◆ Exercise objective
Below are records; transcribe each one exactly.

◆ Collected data
·····
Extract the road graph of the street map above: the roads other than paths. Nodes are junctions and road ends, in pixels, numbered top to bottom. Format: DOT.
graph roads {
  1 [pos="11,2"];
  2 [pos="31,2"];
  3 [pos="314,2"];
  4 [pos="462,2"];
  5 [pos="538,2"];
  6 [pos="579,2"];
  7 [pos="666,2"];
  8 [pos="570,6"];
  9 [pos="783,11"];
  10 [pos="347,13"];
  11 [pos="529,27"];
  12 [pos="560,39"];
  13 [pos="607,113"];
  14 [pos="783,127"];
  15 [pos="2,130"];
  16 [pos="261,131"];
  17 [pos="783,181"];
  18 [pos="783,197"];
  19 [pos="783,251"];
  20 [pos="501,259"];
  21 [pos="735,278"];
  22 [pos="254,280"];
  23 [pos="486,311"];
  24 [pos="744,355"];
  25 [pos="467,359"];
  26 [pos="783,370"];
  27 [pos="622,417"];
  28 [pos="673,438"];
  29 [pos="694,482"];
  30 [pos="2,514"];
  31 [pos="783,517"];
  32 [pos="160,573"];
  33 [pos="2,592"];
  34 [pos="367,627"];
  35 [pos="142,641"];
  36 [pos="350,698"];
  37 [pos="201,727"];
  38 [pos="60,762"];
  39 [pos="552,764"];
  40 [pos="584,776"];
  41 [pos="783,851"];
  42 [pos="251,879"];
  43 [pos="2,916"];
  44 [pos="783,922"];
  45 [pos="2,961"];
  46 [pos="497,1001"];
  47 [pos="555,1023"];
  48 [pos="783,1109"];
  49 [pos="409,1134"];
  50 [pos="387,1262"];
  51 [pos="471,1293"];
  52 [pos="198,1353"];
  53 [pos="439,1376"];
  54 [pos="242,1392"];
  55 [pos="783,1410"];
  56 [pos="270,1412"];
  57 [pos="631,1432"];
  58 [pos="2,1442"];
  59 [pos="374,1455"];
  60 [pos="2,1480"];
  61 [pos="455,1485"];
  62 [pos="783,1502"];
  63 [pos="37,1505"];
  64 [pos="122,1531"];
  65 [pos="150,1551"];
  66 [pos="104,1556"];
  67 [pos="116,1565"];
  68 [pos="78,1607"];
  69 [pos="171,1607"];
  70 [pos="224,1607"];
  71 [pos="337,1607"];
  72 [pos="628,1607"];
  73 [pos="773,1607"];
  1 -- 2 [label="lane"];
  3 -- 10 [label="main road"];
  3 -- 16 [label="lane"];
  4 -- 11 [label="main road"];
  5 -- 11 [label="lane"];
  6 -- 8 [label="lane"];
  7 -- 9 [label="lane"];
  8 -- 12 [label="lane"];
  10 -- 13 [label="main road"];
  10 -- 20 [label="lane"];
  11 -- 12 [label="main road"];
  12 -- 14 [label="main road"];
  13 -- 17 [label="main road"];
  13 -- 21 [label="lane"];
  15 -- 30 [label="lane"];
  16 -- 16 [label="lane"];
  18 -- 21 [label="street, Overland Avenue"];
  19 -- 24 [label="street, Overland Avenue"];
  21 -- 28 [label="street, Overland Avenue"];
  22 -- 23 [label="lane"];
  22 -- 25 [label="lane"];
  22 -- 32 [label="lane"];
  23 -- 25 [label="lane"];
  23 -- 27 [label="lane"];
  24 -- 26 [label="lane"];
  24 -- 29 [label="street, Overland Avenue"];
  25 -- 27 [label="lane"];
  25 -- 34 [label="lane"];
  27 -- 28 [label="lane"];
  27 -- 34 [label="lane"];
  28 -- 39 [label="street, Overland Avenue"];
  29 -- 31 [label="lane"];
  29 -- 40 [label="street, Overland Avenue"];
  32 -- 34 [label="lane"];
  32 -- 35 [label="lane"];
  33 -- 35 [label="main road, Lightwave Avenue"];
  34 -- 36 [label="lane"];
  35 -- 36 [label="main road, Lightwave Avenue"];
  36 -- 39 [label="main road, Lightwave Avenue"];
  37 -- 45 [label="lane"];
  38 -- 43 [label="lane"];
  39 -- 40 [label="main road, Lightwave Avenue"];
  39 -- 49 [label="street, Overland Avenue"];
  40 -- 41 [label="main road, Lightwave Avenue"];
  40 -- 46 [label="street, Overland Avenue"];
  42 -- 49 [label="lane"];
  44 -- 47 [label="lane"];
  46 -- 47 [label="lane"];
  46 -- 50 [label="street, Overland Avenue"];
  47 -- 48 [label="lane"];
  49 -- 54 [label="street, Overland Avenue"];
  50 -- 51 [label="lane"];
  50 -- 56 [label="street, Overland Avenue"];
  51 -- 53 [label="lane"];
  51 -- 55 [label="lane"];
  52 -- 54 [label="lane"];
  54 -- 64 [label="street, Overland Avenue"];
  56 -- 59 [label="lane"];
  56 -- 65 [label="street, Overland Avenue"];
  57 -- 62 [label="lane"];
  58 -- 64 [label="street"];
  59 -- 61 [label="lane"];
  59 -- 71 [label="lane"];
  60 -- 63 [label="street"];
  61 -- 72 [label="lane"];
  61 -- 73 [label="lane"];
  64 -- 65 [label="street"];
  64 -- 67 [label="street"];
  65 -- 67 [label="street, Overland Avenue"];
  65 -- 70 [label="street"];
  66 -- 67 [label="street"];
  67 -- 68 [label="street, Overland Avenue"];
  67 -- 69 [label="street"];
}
·····
◆ Written answer
Extract the road graph of the street map above: the roads other than paths. Nodes are junctions and road ends, in pixels, numbered top to bottom. Format: DOT.
graph roads {
  1 [pos="11,2"];
  2 [pos="31,2"];
  3 [pos="314,2"];
  4 [pos="462,2"];
  5 [pos="538,2"];
  6 [pos="579,2"];
  7 [pos="666,2"];
  8 [pos="570,6"];
  9 [pos="783,11"];
  10 [pos="347,13"];
  11 [pos="529,27"];
  12 [pos="560,39"];
  13 [pos="607,113"];
  14 [pos="783,127"];
  15 [pos="2,130"];
  16 [pos="261,131"];
  17 [pos="783,181"];
  18 [pos="783,197"];
  19 [pos="783,251"];
  20 [pos="501,259"];
  21 [pos="735,278"];
  22 [pos="254,280"];
  23 [pos="486,311"];
  24 [pos="744,355"];
  25 [pos="467,359"];
  26 [pos="783,370"];
  27 [pos="622,417"];
  28 [pos="673,438"];
  29 [pos="694,482"];
  30 [pos="2,514"];
  31 [pos="783,517"];
  32 [pos="160,573"];
  33 [pos="2,592"];
  34 [pos="367,627"];
  35 [pos="142,641"];
  36 [pos="350,698"];
  37 [pos="201,727"];
  38 [pos="60,762"];
  39 [pos="552,764"];
  40 [pos="584,776"];
  41 [pos="783,851"];
  42 [pos="251,879"];
  43 [pos="2,916"];
  44 [pos="783,922"];
  45 [pos="2,961"];
  46 [pos="497,1001"];
  47 [pos="555,1023"];
  48 [pos="783,1109"];
  49 [pos="409,1134"];
  50 [pos="387,1262"];
  51 [pos="471,1293"];
  52 [pos="198,1353"];
  53 [pos="439,1376"];
  54 [pos="242,1392"];
  55 [pos="783,1410"];
  56 [pos="270,1412"];
  57 [pos="631,1432"];
  58 [pos="2,1442"];
  59 [pos="374,1455"];
  60 [pos="2,1480"];
  61 [pos="455,1485"];
  62 [pos="783,1502"];
  63 [pos="37,1505"];
  64 [pos="122,1531"];
  65 [pos="150,1551"];
  66 [pos="104,1556"];
  67 [pos="116,1565"];
  68 [pos="78,1607"];
  69 [pos="171,1607"];
  70 [pos="224,1607"];
  71 [pos="337,1607"];
  72 [pos="628,1607"];
  73 [pos="773,1607"];
  1 -- 2 [label="lane"];
  3 -- 10 [label="main road"];
  3 -- 16 [label="lane"];
  4 -- 11 [label="main road"];
  5 -- 11 [label="lane"];
  6 -- 8 [label="lane"];
  7 -- 9 [label="lane"];
  8 -- 12 [label="lane"];
  10 -- 13 [label="main road"];
  10 -- 20 [label="lane"];
  11 -- 12 [label="main road"];
  12 -- 14 [label="main road"];
  13 -- 17 [label="main road"];
  13 -- 21 [label="lane"];
  15 -- 30 [label="lane"];
  16 -- 16 [label="lane"];
  18 -- 21 [label="street, Overland Avenue"];
  19 -- 24 [label="street, Overland Avenue"];
  21 -- 28 [label="street, Overland Avenue"];
  22 -- 23 [label="lane"];
  22 -- 25 [label="lane"];
  22 -- 32 [label="lane"];
  23 -- 25 [label="lane"];
  23 -- 27 [label="lane"];
  24 -- 26 [label="lane"];
  24 -- 29 [label="street, Overland Avenue"];
  25 -- 27 [label="lane"];
  25 -- 34 [label="lane"];
  27 -- 28 [label="lane"];
  27 -- 34 [label="lane"];
  28 -- 39 [label="street, Overland Avenue"];
  29 -- 31 [label="lane"];
  29 -- 40 [label="street, Overland Avenue"];
  32 -- 34 [label="lane"];
  32 -- 35 [label="lane"];
  33 -- 35 [label="main road, Lightwave Avenue"];
  34 -- 36 [label="lane"];
  35 -- 36 [label="main road, Lightwave Avenue"];
  36 -- 39 [label="main road, Lightwave Avenue"];
  37 -- 45 [label="lane"];
  38 -- 43 [label="lane"];
  39 -- 40 [label="main road, Lightwave Avenue"];
  39 -- 49 [label="street, Overland Avenue"];
  40 -- 41 [label="main road, Lightwave Avenue"];
  40 -- 46 [label="street, Overland Avenue"];
  42 -- 49 [label="lane"];
  44 -- 47 [label="lane"];
  46 -- 47 [label="lane"];
  46 -- 50 [label="street, Overland Avenue"];
  47 -- 48 [label="lane"];
  49 -- 54 [label="street, Overland Avenue"];
  50 -- 51 [label="lane"];
  50 -- 56 [label="street, Overland Avenue"];
  51 -- 53 [label="lane"];
  51 -- 55 [label="lane"];
  52 -- 54 [label="lane"];
  54 -- 64 [label="street, Overland Avenue"];
  56 -- 59 [label="lane"];
  56 -- 65 [label="street, Overland Avenue"];
  57 -- 62 [label="lane"];
  58 -- 64 [label="street"];
  59 -- 61 [label="lane"];
  59 -- 71 [label="lane"];
  60 -- 63 [label="street"];
  61 -- 72 [label="lane"];
  61 -- 73 [label="lane"];
  64 -- 65 [label="street"];
  64 -- 67 [label="street"];
  65 -- 67 [label="street, Overland Avenue"];
  65 -- 70 [label="street"];
  66 -- 67 [label="street"];
  67 -- 68 [label="street, Overland Avenue"];
  67 -- 69 [label="street"];
}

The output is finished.